First, you know, when she says:

I can not sustainably submit myself outside of the bedroom. Those are big words for me to write. And as long as I am writing them, I will add others – I not only can’t do it, I don’t really want to.

i mentally stand up and applaud her.  i am a huge admirer of people who know what they want and are not afraid to own that.   i strive for that myself.

We each have our own flavor of submission, and the goal is not just to submit but to be more fully who we are.  No one can truly dictate that.

Sir leads me to explore aspects of myself, and i give Him the power to do that,  but ultimately, it is up to me.  Ultimately, the agreement needs to be to my benefit as much as to His.

i find that i am  more emotionally charged and energized  if i feel the expression of His dominance every day.  A spanking, His hand in my hair, sitting at His feet, or being tethers to the bed ~ these things are helpful for me.

 i assume they please Him too ~ i hope they do.  i want them/ need them/ am better off for them.  He doesn’t have to insist or push me to submit to these things  ~ i welcome them.
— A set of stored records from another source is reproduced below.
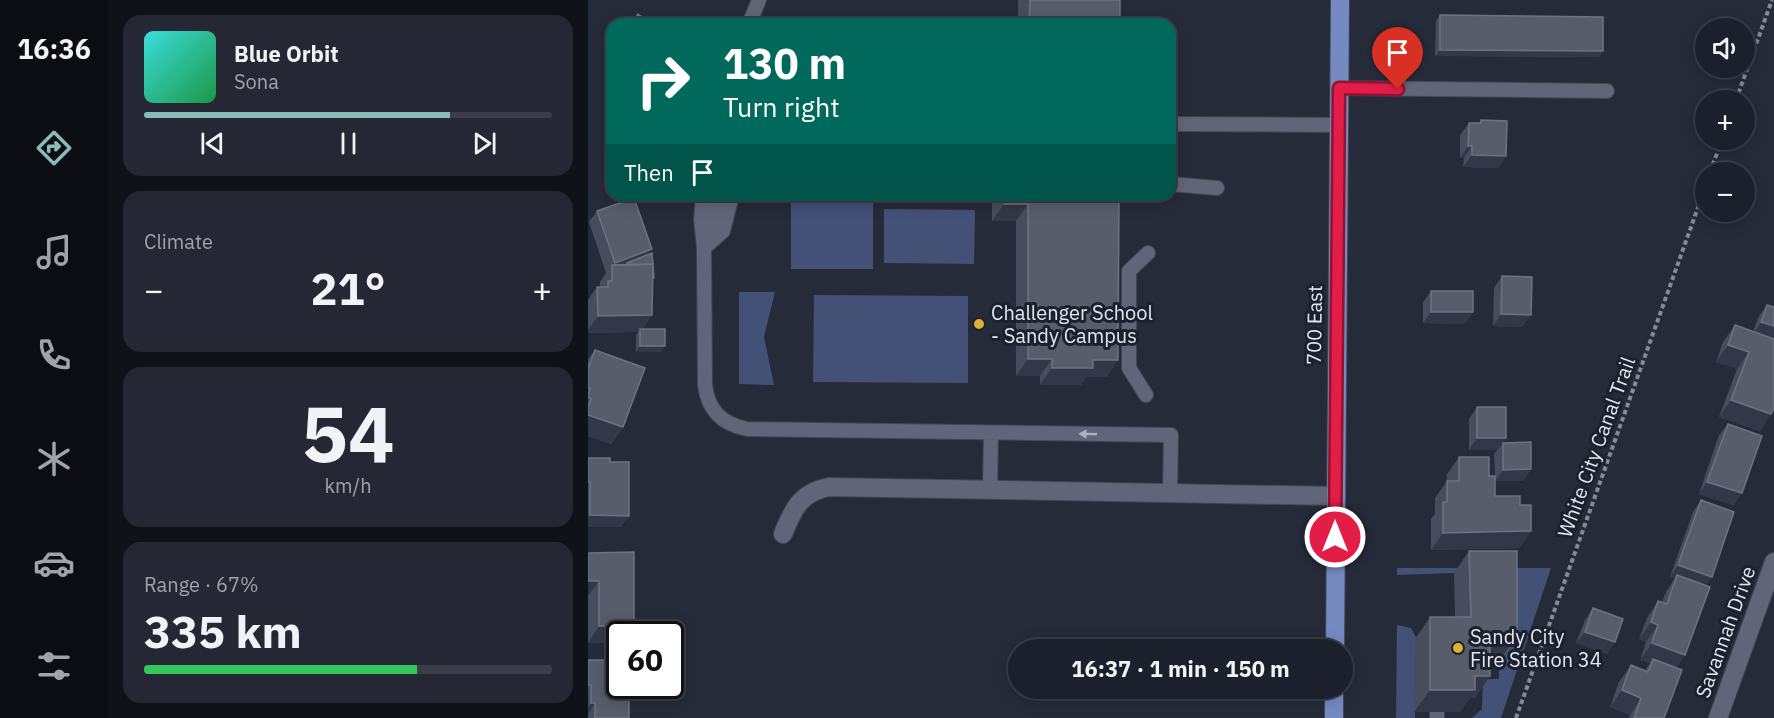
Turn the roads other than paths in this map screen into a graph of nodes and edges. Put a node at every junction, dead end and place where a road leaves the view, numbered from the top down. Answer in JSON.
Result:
{"nodes":[{"id":1,"x":759,"y":0,"type":"edge"},
{"id":2,"x":1340,"y":0,"type":"edge"},
{"id":3,"x":751,"y":18,"type":"edge"},
{"id":4,"x":1339,"y":88,"type":"junction"},
{"id":5,"x":1607,"y":91,"type":"dead end"},
{"id":6,"x":1176,"y":124,"type":"edge"},
{"id":7,"x":1339,"y":124,"type":"junction"},
{"id":8,"x":1176,"y":185,"type":"edge"},
{"id":9,"x":1217,"y":188,"type":"dead end"},
{"id":10,"x":702,"y":201,"type":"edge"},
{"id":11,"x":717,"y":201,"type":"edge"},
{"id":12,"x":730,"y":201,"type":"edge"},
{"id":13,"x":704,"y":248,"type":"junction"},
{"id":14,"x":1148,"y":253,"type":"dead end"},
{"id":15,"x":1146,"y":395,"type":"dead end"},
{"id":16,"x":991,"y":433,"type":"junction"},
{"id":17,"x":990,"y":490,"type":"junction"},
{"id":18,"x":1170,"y":493,"type":"junction"},
{"id":19,"x":1335,"y":496,"type":"junction"},
{"id":20,"x":783,"y":534,"type":"dead end"},
{"id":21,"x":1774,"y":562,"type":"edge"},
{"id":22,"x":1335,"y":639,"type":"edge"},
{"id":23,"x":1334,"y":699,"type":"edge"},
{"id":24,"x":1334,"y":718,"type":"edge"},
{"id":25,"x":1718,"y":718,"type":"edge"}],
"edges":[{"from":1,"to":3,"type":"lane"},
{"from":2,"to":4,"type":"main road","name":"700 East"},
{"from":4,"to":5,"type":"lane"},
{"from":4,"to":7,"type":"main road","name":"700 East"},
{"from":6,"to":7,"type":"lane"},
{"from":7,"to":19,"type":"main road","name":"700 East"},
{"from":8,"to":9,"type":"lane"},
{"from":10,"to":13,"type":"lane"},
{"from":11,"to":13,"type":"lane"},
{"from":12,"to":13,"type":"lane"},
{"from":13,"to":16,"type":"lane"},
{"from":14,"to":15,"type":"lane"},
{"from":16,"to":17,"type":"lane"},
{"from":18,"to":16,"type":"lane","one_way":true},
{"from":17,"to":18,"type":"street"},
{"from":17,"to":20,"type":"street"},
{"from":18,"to":19,"type":"street"},
{"from":19,"to":22,"type":"main road","name":"700 East"},
{"from":21,"to":25,"type":"street","name":"Savannah Drive"},
{"from":23,"to":24,"type":"main road"}]}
That’s not to say that i’ll always feel like doing them.  When i had to get up last night to let the cat out, i was not thrilled with having to carry the tether with me to the front door ~ and at the same time, i was fine with it.

But there’s a difference between not feeling like doing something in that moment and feeling like a particular act of submission is not the way i want to be submissive.

So Sir and i are still exploring that ~ what works for both of us.  i think i’m going to give Him a list of submissive things i really like… that should be fun!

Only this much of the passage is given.